**Your instructions:** Look through the entries and report how many lines include the word "image". Give the number alone.

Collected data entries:
◇ ◇ ◇ ◇ ◇ ◇ ◇

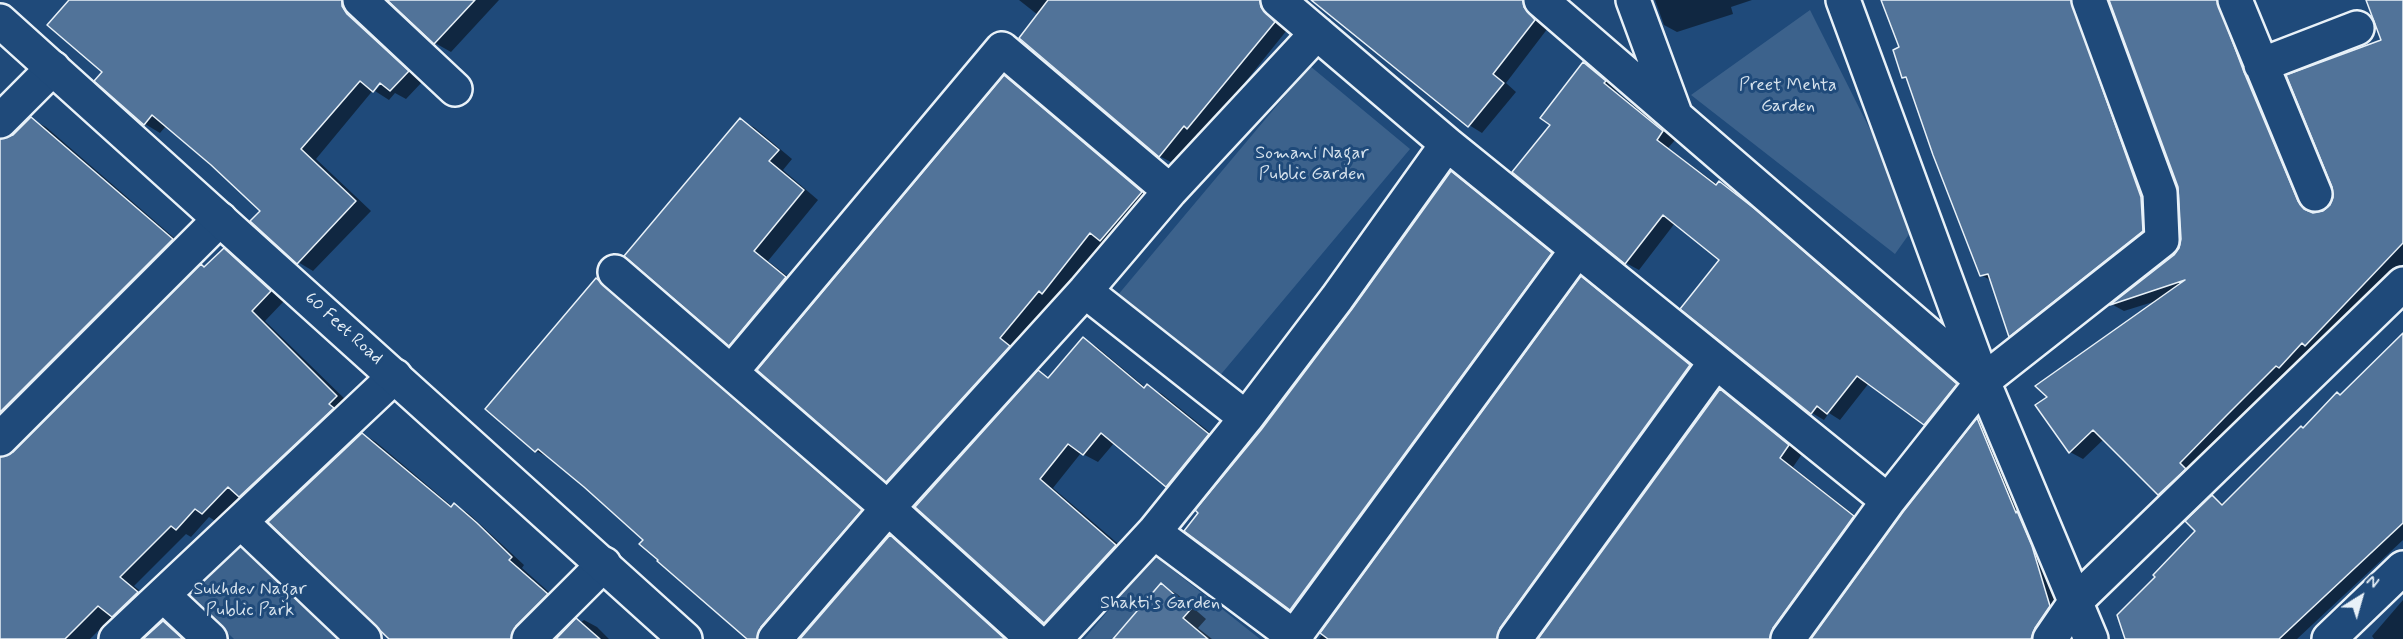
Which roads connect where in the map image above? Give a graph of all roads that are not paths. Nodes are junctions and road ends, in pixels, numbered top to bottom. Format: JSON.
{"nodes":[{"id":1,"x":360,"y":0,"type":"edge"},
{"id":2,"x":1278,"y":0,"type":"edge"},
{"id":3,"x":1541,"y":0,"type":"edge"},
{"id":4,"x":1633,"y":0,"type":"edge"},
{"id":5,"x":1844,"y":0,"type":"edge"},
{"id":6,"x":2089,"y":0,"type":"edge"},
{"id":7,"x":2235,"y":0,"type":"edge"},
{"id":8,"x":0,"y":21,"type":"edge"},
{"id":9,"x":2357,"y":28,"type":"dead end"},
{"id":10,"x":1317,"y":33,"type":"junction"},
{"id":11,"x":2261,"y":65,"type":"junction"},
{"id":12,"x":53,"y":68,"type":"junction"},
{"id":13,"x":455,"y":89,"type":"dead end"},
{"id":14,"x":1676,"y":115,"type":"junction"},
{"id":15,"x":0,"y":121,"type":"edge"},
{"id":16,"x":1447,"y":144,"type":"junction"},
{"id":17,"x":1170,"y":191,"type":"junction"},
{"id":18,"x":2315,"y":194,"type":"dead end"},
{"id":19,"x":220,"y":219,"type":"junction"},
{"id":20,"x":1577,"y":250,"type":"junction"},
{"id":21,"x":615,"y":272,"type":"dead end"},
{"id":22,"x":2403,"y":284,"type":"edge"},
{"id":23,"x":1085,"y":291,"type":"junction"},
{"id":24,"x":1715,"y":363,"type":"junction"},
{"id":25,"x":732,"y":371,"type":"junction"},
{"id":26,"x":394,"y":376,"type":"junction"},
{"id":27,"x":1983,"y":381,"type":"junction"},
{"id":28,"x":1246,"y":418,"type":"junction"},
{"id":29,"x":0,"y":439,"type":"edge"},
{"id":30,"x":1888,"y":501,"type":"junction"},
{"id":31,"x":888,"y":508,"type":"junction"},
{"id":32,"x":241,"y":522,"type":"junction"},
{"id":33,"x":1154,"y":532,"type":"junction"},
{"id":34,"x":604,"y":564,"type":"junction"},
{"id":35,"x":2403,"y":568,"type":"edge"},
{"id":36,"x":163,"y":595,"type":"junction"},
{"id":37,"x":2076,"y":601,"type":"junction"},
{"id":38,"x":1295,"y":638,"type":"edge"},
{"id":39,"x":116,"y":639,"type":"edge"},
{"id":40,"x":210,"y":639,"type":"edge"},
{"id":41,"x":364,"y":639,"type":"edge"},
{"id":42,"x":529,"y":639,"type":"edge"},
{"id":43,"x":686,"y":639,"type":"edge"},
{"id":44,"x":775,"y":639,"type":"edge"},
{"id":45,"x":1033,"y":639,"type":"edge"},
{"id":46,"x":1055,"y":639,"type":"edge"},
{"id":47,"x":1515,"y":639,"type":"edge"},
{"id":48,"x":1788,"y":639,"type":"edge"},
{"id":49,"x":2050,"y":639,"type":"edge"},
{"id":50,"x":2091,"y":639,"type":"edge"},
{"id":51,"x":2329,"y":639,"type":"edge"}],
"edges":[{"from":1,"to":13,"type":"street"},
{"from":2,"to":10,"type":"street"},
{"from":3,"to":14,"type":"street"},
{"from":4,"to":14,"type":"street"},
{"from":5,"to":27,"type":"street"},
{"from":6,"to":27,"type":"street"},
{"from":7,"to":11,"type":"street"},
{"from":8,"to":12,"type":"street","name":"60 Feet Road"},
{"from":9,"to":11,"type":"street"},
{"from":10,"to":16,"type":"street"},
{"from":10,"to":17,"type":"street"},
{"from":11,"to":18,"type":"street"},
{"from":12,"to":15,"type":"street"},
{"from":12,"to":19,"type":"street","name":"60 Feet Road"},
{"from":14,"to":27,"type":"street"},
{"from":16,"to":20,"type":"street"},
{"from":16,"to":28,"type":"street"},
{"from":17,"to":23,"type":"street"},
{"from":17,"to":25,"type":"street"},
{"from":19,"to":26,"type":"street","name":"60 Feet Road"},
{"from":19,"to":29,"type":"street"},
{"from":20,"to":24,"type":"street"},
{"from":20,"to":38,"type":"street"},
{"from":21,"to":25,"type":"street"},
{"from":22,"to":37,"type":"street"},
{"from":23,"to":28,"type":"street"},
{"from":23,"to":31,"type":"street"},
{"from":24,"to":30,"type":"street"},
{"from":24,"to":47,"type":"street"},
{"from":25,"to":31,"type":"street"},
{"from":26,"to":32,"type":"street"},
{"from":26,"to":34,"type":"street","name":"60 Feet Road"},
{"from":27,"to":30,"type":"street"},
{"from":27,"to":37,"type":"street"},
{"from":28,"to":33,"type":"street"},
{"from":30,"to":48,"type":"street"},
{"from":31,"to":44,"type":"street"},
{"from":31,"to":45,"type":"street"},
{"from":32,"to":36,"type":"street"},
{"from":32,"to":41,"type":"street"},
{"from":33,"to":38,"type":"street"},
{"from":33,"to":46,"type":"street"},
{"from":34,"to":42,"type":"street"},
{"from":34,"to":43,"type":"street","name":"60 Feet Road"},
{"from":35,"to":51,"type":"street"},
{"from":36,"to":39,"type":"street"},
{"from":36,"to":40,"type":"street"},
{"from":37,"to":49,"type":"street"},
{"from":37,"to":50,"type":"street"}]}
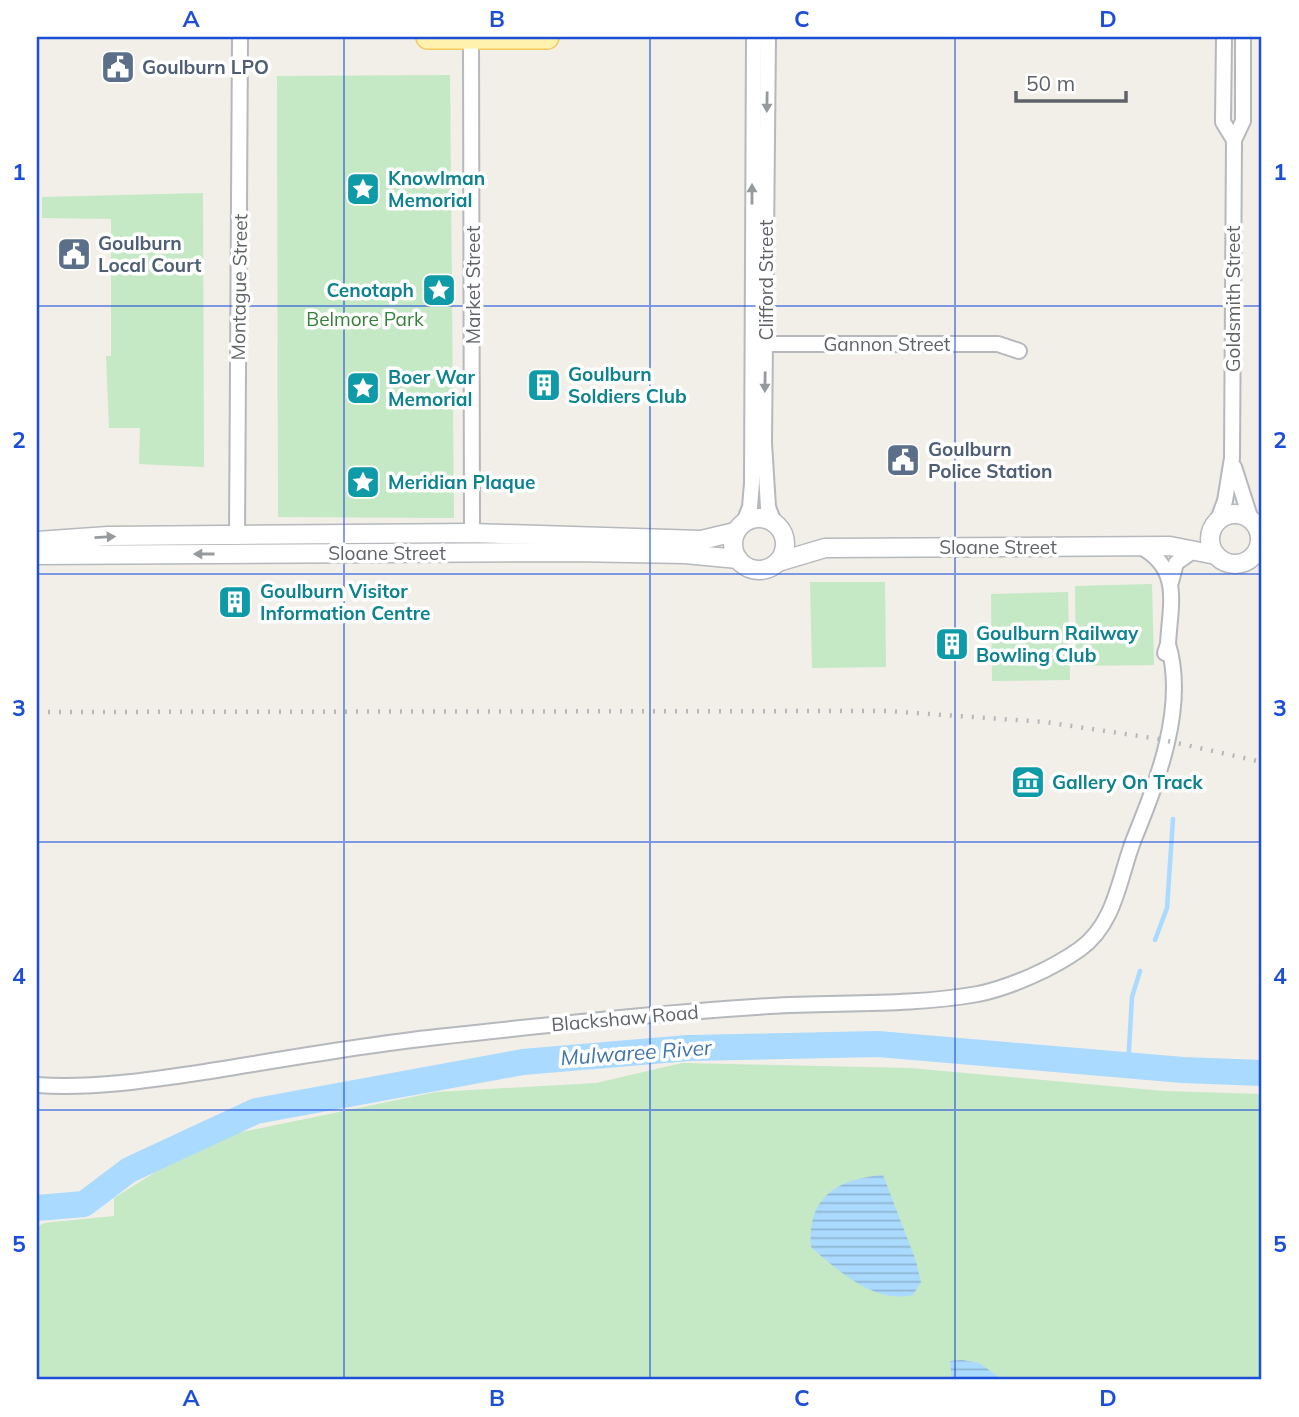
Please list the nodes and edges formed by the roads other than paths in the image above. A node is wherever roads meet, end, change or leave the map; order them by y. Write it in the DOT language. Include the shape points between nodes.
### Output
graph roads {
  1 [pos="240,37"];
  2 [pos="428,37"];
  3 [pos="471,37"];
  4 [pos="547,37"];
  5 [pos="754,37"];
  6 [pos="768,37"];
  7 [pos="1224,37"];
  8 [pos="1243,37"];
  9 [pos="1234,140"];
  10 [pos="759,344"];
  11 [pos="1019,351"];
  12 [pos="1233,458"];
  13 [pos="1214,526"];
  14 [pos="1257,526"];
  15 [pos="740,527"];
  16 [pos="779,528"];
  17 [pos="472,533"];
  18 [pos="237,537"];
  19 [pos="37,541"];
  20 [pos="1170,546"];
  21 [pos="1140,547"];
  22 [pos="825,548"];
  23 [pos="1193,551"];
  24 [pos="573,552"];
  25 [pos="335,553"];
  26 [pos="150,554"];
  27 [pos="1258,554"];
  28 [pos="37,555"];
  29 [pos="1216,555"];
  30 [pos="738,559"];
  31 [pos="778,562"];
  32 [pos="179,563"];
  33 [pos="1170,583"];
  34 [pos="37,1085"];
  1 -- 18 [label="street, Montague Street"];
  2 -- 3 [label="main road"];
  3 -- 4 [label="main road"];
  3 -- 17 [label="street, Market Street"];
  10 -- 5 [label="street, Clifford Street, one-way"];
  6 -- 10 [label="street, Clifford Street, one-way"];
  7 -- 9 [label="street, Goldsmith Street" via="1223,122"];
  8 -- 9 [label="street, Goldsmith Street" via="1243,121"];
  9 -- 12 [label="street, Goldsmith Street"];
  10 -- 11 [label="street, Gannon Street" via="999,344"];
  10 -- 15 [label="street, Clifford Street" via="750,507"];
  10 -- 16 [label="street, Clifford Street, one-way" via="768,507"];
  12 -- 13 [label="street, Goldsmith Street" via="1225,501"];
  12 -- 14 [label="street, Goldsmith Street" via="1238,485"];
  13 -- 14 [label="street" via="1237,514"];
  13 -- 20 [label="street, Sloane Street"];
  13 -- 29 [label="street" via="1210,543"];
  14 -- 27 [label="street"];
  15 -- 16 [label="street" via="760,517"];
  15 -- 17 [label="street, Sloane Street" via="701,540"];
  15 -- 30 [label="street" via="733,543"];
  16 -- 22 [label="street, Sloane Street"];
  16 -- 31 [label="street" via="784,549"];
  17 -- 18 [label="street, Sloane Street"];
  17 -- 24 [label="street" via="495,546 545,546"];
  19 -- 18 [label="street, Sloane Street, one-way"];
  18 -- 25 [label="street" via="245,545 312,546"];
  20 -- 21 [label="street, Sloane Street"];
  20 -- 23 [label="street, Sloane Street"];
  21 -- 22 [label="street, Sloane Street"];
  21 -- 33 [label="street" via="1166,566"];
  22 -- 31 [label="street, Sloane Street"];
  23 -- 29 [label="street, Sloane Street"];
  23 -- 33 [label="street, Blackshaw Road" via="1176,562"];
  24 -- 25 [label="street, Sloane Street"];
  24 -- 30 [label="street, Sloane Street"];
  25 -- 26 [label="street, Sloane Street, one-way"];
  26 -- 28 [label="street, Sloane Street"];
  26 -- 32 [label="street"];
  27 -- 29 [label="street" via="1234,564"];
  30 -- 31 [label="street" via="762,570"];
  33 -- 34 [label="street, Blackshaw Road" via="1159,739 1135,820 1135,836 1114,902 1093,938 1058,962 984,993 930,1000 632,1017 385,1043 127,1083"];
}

◇ ◇ ◇ ◇ ◇ ◇ ◇

**Solution for this problem:** 2